The records:
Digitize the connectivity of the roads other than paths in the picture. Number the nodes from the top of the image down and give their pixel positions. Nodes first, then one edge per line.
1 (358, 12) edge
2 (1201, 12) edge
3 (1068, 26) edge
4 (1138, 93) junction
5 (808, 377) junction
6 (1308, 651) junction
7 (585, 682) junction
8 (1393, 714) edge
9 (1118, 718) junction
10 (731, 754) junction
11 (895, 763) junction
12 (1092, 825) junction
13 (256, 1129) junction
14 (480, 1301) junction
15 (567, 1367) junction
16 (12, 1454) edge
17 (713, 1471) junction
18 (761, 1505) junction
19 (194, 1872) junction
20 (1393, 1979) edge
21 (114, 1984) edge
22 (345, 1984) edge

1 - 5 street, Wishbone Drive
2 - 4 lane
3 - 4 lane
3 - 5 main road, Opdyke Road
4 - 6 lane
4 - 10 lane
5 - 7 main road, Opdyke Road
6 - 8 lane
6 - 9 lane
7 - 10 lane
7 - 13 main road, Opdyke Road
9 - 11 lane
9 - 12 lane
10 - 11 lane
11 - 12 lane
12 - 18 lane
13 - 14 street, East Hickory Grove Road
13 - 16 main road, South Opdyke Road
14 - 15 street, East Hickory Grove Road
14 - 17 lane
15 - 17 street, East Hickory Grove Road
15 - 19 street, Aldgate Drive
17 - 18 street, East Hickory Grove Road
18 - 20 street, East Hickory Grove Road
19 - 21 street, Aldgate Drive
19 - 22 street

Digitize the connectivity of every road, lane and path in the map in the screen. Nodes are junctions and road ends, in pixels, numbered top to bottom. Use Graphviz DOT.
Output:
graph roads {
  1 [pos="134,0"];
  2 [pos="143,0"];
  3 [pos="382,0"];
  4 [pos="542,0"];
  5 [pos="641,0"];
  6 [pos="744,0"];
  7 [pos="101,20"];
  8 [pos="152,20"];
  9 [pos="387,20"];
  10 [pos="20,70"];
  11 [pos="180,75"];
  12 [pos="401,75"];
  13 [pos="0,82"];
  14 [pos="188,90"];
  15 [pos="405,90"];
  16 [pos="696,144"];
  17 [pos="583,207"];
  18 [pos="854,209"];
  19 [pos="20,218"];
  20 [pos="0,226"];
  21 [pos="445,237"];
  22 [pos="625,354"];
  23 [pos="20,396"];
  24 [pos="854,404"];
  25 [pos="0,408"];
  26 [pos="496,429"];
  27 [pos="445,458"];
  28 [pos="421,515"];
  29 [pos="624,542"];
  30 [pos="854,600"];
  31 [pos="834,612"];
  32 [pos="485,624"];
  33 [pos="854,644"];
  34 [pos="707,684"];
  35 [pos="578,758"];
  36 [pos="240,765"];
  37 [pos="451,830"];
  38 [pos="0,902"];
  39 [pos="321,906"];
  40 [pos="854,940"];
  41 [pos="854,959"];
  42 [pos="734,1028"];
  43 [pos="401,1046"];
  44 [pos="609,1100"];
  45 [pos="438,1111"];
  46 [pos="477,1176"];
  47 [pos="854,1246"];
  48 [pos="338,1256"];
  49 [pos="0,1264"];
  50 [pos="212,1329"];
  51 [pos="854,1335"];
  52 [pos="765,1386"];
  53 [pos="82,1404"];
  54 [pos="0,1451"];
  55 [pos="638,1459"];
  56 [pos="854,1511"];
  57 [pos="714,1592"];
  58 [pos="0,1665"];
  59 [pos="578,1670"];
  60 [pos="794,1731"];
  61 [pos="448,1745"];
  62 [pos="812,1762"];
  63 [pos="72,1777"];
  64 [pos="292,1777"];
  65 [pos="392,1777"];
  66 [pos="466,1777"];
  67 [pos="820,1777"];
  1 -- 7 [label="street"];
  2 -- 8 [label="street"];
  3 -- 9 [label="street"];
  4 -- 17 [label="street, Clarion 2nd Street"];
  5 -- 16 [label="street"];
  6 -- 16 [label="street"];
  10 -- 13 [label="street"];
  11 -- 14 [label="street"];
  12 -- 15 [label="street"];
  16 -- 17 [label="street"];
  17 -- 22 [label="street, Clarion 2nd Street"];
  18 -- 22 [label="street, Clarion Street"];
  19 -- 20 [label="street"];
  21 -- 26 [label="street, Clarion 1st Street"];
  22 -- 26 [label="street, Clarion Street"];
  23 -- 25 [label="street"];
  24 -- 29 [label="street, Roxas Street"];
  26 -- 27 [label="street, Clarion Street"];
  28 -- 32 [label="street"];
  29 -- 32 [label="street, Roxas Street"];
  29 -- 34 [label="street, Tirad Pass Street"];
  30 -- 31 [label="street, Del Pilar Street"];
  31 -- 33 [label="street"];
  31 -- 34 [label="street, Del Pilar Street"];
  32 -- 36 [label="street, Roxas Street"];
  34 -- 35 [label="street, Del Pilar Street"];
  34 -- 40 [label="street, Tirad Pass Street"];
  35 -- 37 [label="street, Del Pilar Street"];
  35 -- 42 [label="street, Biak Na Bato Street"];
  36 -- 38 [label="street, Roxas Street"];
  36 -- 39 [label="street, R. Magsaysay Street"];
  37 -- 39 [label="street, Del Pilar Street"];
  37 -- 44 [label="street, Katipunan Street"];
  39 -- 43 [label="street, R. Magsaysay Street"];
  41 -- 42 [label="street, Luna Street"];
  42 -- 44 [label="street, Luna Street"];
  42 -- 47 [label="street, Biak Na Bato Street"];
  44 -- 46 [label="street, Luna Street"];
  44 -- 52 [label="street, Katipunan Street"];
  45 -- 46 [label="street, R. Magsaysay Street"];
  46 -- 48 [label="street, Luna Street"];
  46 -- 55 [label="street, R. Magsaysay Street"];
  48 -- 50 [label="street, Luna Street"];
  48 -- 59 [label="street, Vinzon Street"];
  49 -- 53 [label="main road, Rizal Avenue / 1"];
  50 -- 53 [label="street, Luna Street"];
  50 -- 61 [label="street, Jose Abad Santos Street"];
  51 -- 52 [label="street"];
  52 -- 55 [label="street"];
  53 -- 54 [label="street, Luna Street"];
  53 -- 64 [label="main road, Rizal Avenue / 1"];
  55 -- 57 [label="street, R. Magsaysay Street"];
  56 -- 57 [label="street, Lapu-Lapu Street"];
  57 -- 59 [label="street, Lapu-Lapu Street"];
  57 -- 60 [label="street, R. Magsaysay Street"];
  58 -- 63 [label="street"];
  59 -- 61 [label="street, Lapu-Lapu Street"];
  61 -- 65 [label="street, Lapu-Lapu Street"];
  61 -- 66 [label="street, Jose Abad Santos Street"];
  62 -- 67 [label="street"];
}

Task directions: Write down the entries above again. Copy them word for word.

Expected answer:
Digitize the connectivity of the roads other than paths in the picture. Number the nodes from the top of the image down and give their pixel positions. Nodes first, then one edge per line.
1 (358, 12) edge
2 (1201, 12) edge
3 (1068, 26) edge
4 (1138, 93) junction
5 (808, 377) junction
6 (1308, 651) junction
7 (585, 682) junction
8 (1393, 714) edge
9 (1118, 718) junction
10 (731, 754) junction
11 (895, 763) junction
12 (1092, 825) junction
13 (256, 1129) junction
14 (480, 1301) junction
15 (567, 1367) junction
16 (12, 1454) edge
17 (713, 1471) junction
18 (761, 1505) junction
19 (194, 1872) junction
20 (1393, 1979) edge
21 (114, 1984) edge
22 (345, 1984) edge

1 - 5 street, Wishbone Drive
2 - 4 lane
3 - 4 lane
3 - 5 main road, Opdyke Road
4 - 6 lane
4 - 10 lane
5 - 7 main road, Opdyke Road
6 - 8 lane
6 - 9 lane
7 - 10 lane
7 - 13 main road, Opdyke Road
9 - 11 lane
9 - 12 lane
10 - 11 lane
11 - 12 lane
12 - 18 lane
13 - 14 street, East Hickory Grove Road
13 - 16 main road, South Opdyke Road
14 - 15 street, East Hickory Grove Road
14 - 17 lane
15 - 17 street, East Hickory Grove Road
15 - 19 street, Aldgate Drive
17 - 18 street, East Hickory Grove Road
18 - 20 street, East Hickory Grove Road
19 - 21 street, Aldgate Drive
19 - 22 street

Digitize the connectivity of every road, lane and path in the map in the screen. Nodes are junctions and road ends, in pixels, numbered top to bottom. Use Graphviz DOT.
Output:
graph roads {
  1 [pos="134,0"];
  2 [pos="143,0"];
  3 [pos="382,0"];
  4 [pos="542,0"];
  5 [pos="641,0"];
  6 [pos="744,0"];
  7 [pos="101,20"];
  8 [pos="152,20"];
  9 [pos="387,20"];
  10 [pos="20,70"];
  11 [pos="180,75"];
  12 [pos="401,75"];
  13 [pos="0,82"];
  14 [pos="188,90"];
  15 [pos="405,90"];
  16 [pos="696,144"];
  17 [pos="583,207"];
  18 [pos="854,209"];
  19 [pos="20,218"];
  20 [pos="0,226"];
  21 [pos="445,237"];
  22 [pos="625,354"];
  23 [pos="20,396"];
  24 [pos="854,404"];
  25 [pos="0,408"];
  26 [pos="496,429"];
  27 [pos="445,458"];
  28 [pos="421,515"];
  29 [pos="624,542"];
  30 [pos="854,600"];
  31 [pos="834,612"];
  32 [pos="485,624"];
  33 [pos="854,644"];
  34 [pos="707,684"];
  35 [pos="578,758"];
  36 [pos="240,765"];
  37 [pos="451,830"];
  38 [pos="0,902"];
  39 [pos="321,906"];
  40 [pos="854,940"];
  41 [pos="854,959"];
  42 [pos="734,1028"];
  43 [pos="401,1046"];
  44 [pos="609,1100"];
  45 [pos="438,1111"];
  46 [pos="477,1176"];
  47 [pos="854,1246"];
  48 [pos="338,1256"];
  49 [pos="0,1264"];
  50 [pos="212,1329"];
  51 [pos="854,1335"];
  52 [pos="765,1386"];
  53 [pos="82,1404"];
  54 [pos="0,1451"];
  55 [pos="638,1459"];
  56 [pos="854,1511"];
  57 [pos="714,1592"];
  58 [pos="0,1665"];
  59 [pos="578,1670"];
  60 [pos="794,1731"];
  61 [pos="448,1745"];
  62 [pos="812,1762"];
  63 [pos="72,1777"];
  64 [pos="292,1777"];
  65 [pos="392,1777"];
  66 [pos="466,1777"];
  67 [pos="820,1777"];
  1 -- 7 [label="street"];
  2 -- 8 [label="street"];
  3 -- 9 [label="street"];
  4 -- 17 [label="street, Clarion 2nd Street"];
  5 -- 16 [label="street"];
  6 -- 16 [label="street"];
  10 -- 13 [label="street"];
  11 -- 14 [label="street"];
  12 -- 15 [label="street"];
  16 -- 17 [label="street"];
  17 -- 22 [label="street, Clarion 2nd Street"];
  18 -- 22 [label="street, Clarion Street"];
  19 -- 20 [label="street"];
  21 -- 26 [label="street, Clarion 1st Street"];
  22 -- 26 [label="street, Clarion Street"];
  23 -- 25 [label="street"];
  24 -- 29 [label="street, Roxas Street"];
  26 -- 27 [label="street, Clarion Street"];
  28 -- 32 [label="street"];
  29 -- 32 [label="street, Roxas Street"];
  29 -- 34 [label="street, Tirad Pass Street"];
  30 -- 31 [label="street, Del Pilar Street"];
  31 -- 33 [label="street"];
  31 -- 34 [label="street, Del Pilar Street"];
  32 -- 36 [label="street, Roxas Street"];
  34 -- 35 [label="street, Del Pilar Street"];
  34 -- 40 [label="street, Tirad Pass Street"];
  35 -- 37 [label="street, Del Pilar Street"];
  35 -- 42 [label="street, Biak Na Bato Street"];
  36 -- 38 [label="street, Roxas Street"];
  36 -- 39 [label="street, R. Magsaysay Street"];
  37 -- 39 [label="street, Del Pilar Street"];
  37 -- 44 [label="street, Katipunan Street"];
  39 -- 43 [label="street, R. Magsaysay Street"];
  41 -- 42 [label="street, Luna Street"];
  42 -- 44 [label="street, Luna Street"];
  42 -- 47 [label="street, Biak Na Bato Street"];
  44 -- 46 [label="street, Luna Street"];
  44 -- 52 [label="street, Katipunan Street"];
  45 -- 46 [label="street, R. Magsaysay Street"];
  46 -- 48 [label="street, Luna Street"];
  46 -- 55 [label="street, R. Magsaysay Street"];
  48 -- 50 [label="street, Luna Street"];
  48 -- 59 [label="street, Vinzon Street"];
  49 -- 53 [label="main road, Rizal Avenue / 1"];
  50 -- 53 [label="street, Luna Street"];
  50 -- 61 [label="street, Jose Abad Santos Street"];
  51 -- 52 [label="street"];
  52 -- 55 [label="street"];
  53 -- 54 [label="street, Luna Street"];
  53 -- 64 [label="main road, Rizal Avenue / 1"];
  55 -- 57 [label="street, R. Magsaysay Street"];
  56 -- 57 [label="street, Lapu-Lapu Street"];
  57 -- 59 [label="street, Lapu-Lapu Street"];
  57 -- 60 [label="street, R. Magsaysay Street"];
  58 -- 63 [label="street"];
  59 -- 61 [label="street, Lapu-Lapu Street"];
  61 -- 65 [label="street, Lapu-Lapu Street"];
  61 -- 66 [label="street, Jose Abad Santos Street"];
  62 -- 67 [label="street"];
}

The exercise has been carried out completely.